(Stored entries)
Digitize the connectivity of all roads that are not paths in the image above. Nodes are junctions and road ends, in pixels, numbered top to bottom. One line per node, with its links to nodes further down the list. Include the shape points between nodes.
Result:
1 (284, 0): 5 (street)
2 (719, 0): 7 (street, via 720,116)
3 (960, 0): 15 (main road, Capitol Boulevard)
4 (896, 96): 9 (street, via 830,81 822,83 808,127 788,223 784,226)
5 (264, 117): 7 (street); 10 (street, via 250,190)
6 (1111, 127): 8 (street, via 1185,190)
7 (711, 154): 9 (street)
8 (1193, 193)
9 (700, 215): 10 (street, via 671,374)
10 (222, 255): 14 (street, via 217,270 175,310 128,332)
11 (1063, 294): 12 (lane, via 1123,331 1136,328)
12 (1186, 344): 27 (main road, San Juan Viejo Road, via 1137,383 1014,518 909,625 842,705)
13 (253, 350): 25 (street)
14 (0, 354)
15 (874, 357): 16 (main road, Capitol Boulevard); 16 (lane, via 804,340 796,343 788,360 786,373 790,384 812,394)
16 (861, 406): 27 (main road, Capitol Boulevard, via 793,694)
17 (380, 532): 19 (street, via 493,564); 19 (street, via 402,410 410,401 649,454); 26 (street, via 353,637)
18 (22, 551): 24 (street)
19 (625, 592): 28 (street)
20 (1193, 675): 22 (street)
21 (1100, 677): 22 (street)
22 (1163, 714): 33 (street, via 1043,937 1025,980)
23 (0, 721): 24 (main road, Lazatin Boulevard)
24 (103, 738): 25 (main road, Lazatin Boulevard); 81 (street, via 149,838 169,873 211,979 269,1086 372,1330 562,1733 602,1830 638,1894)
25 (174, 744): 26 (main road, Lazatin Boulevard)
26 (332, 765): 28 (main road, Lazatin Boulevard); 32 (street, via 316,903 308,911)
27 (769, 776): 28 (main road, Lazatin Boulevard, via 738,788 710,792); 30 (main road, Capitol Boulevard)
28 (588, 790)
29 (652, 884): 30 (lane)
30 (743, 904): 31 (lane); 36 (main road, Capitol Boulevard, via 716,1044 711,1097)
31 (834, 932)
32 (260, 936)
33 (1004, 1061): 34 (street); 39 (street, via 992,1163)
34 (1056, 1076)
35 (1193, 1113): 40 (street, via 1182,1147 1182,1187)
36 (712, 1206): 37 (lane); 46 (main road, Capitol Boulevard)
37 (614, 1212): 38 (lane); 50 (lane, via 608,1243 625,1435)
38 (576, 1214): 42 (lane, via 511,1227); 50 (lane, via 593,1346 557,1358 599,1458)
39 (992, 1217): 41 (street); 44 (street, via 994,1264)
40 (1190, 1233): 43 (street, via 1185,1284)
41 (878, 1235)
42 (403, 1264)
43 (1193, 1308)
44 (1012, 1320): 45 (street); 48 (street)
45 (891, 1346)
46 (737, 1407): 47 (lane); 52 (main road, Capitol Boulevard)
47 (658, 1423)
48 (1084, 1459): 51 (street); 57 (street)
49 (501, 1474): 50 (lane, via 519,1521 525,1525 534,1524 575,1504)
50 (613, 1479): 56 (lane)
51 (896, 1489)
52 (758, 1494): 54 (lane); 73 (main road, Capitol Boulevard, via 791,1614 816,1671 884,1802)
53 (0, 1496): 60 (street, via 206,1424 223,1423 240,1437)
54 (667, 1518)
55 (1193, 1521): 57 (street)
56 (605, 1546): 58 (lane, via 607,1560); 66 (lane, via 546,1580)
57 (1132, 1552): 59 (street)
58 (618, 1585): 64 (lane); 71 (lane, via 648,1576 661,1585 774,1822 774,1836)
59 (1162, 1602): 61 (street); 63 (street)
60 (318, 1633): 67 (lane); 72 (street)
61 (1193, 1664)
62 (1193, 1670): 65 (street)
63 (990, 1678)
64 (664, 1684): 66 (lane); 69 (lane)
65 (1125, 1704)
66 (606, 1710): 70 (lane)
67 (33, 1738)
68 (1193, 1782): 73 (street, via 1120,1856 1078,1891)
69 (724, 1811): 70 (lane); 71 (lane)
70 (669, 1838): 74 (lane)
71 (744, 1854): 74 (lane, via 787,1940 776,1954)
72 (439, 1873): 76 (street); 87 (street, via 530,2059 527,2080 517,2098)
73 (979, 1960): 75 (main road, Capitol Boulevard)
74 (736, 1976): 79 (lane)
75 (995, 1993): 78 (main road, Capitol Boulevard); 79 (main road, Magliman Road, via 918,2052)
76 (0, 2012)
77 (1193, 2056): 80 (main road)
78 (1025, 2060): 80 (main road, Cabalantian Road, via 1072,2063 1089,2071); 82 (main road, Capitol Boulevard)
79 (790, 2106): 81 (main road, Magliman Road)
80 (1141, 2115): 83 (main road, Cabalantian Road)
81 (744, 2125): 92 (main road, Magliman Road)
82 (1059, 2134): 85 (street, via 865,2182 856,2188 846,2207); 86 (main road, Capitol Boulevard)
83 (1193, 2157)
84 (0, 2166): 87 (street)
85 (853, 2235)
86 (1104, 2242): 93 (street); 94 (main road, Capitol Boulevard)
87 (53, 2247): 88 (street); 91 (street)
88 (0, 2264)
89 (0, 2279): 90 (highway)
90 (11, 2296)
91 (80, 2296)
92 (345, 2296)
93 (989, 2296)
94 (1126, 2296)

THE PROBLEM:
Please copy each record shown above exactly.

RESULT OF THE TASK:
Digitize the connectivity of all roads that are not paths in the image above. Nodes are junctions and road ends, in pixels, numbered top to bottom. One line per node, with its links to nodes further down the list. Include the shape points between nodes.
Result:
1 (284, 0): 5 (street)
2 (719, 0): 7 (street, via 720,116)
3 (960, 0): 15 (main road, Capitol Boulevard)
4 (896, 96): 9 (street, via 830,81 822,83 808,127 788,223 784,226)
5 (264, 117): 7 (street); 10 (street, via 250,190)
6 (1111, 127): 8 (street, via 1185,190)
7 (711, 154): 9 (street)
8 (1193, 193)
9 (700, 215): 10 (street, via 671,374)
10 (222, 255): 14 (street, via 217,270 175,310 128,332)
11 (1063, 294): 12 (lane, via 1123,331 1136,328)
12 (1186, 344): 27 (main road, San Juan Viejo Road, via 1137,383 1014,518 909,625 842,705)
13 (253, 350): 25 (street)
14 (0, 354)
15 (874, 357): 16 (main road, Capitol Boulevard); 16 (lane, via 804,340 796,343 788,360 786,373 790,384 812,394)
16 (861, 406): 27 (main road, Capitol Boulevard, via 793,694)
17 (380, 532): 19 (street, via 493,564); 19 (street, via 402,410 410,401 649,454); 26 (street, via 353,637)
18 (22, 551): 24 (street)
19 (625, 592): 28 (street)
20 (1193, 675): 22 (street)
21 (1100, 677): 22 (street)
22 (1163, 714): 33 (street, via 1043,937 1025,980)
23 (0, 721): 24 (main road, Lazatin Boulevard)
24 (103, 738): 25 (main road, Lazatin Boulevard); 81 (street, via 149,838 169,873 211,979 269,1086 372,1330 562,1733 602,1830 638,1894)
25 (174, 744): 26 (main road, Lazatin Boulevard)
26 (332, 765): 28 (main road, Lazatin Boulevard); 32 (street, via 316,903 308,911)
27 (769, 776): 28 (main road, Lazatin Boulevard, via 738,788 710,792); 30 (main road, Capitol Boulevard)
28 (588, 790)
29 (652, 884): 30 (lane)
30 (743, 904): 31 (lane); 36 (main road, Capitol Boulevard, via 716,1044 711,1097)
31 (834, 932)
32 (260, 936)
33 (1004, 1061): 34 (street); 39 (street, via 992,1163)
34 (1056, 1076)
35 (1193, 1113): 40 (street, via 1182,1147 1182,1187)
36 (712, 1206): 37 (lane); 46 (main road, Capitol Boulevard)
37 (614, 1212): 38 (lane); 50 (lane, via 608,1243 625,1435)
38 (576, 1214): 42 (lane, via 511,1227); 50 (lane, via 593,1346 557,1358 599,1458)
39 (992, 1217): 41 (street); 44 (street, via 994,1264)
40 (1190, 1233): 43 (street, via 1185,1284)
41 (878, 1235)
42 (403, 1264)
43 (1193, 1308)
44 (1012, 1320): 45 (street); 48 (street)
45 (891, 1346)
46 (737, 1407): 47 (lane); 52 (main road, Capitol Boulevard)
47 (658, 1423)
48 (1084, 1459): 51 (street); 57 (street)
49 (501, 1474): 50 (lane, via 519,1521 525,1525 534,1524 575,1504)
50 (613, 1479): 56 (lane)
51 (896, 1489)
52 (758, 1494): 54 (lane); 73 (main road, Capitol Boulevard, via 791,1614 816,1671 884,1802)
53 (0, 1496): 60 (street, via 206,1424 223,1423 240,1437)
54 (667, 1518)
55 (1193, 1521): 57 (street)
56 (605, 1546): 58 (lane, via 607,1560); 66 (lane, via 546,1580)
57 (1132, 1552): 59 (street)
58 (618, 1585): 64 (lane); 71 (lane, via 648,1576 661,1585 774,1822 774,1836)
59 (1162, 1602): 61 (street); 63 (street)
60 (318, 1633): 67 (lane); 72 (street)
61 (1193, 1664)
62 (1193, 1670): 65 (street)
63 (990, 1678)
64 (664, 1684): 66 (lane); 69 (lane)
65 (1125, 1704)
66 (606, 1710): 70 (lane)
67 (33, 1738)
68 (1193, 1782): 73 (street, via 1120,1856 1078,1891)
69 (724, 1811): 70 (lane); 71 (lane)
70 (669, 1838): 74 (lane)
71 (744, 1854): 74 (lane, via 787,1940 776,1954)
72 (439, 1873): 76 (street); 87 (street, via 530,2059 527,2080 517,2098)
73 (979, 1960): 75 (main road, Capitol Boulevard)
74 (736, 1976): 79 (lane)
75 (995, 1993): 78 (main road, Capitol Boulevard); 79 (main road, Magliman Road, via 918,2052)
76 (0, 2012)
77 (1193, 2056): 80 (main road)
78 (1025, 2060): 80 (main road, Cabalantian Road, via 1072,2063 1089,2071); 82 (main road, Capitol Boulevard)
79 (790, 2106): 81 (main road, Magliman Road)
80 (1141, 2115): 83 (main road, Cabalantian Road)
81 (744, 2125): 92 (main road, Magliman Road)
82 (1059, 2134): 85 (street, via 865,2182 856,2188 846,2207); 86 (main road, Capitol Boulevard)
83 (1193, 2157)
84 (0, 2166): 87 (street)
85 (853, 2235)
86 (1104, 2242): 93 (street); 94 (main road, Capitol Boulevard)
87 (53, 2247): 88 (street); 91 (street)
88 (0, 2264)
89 (0, 2279): 90 (highway)
90 (11, 2296)
91 (80, 2296)
92 (345, 2296)
93 (989, 2296)
94 (1126, 2296)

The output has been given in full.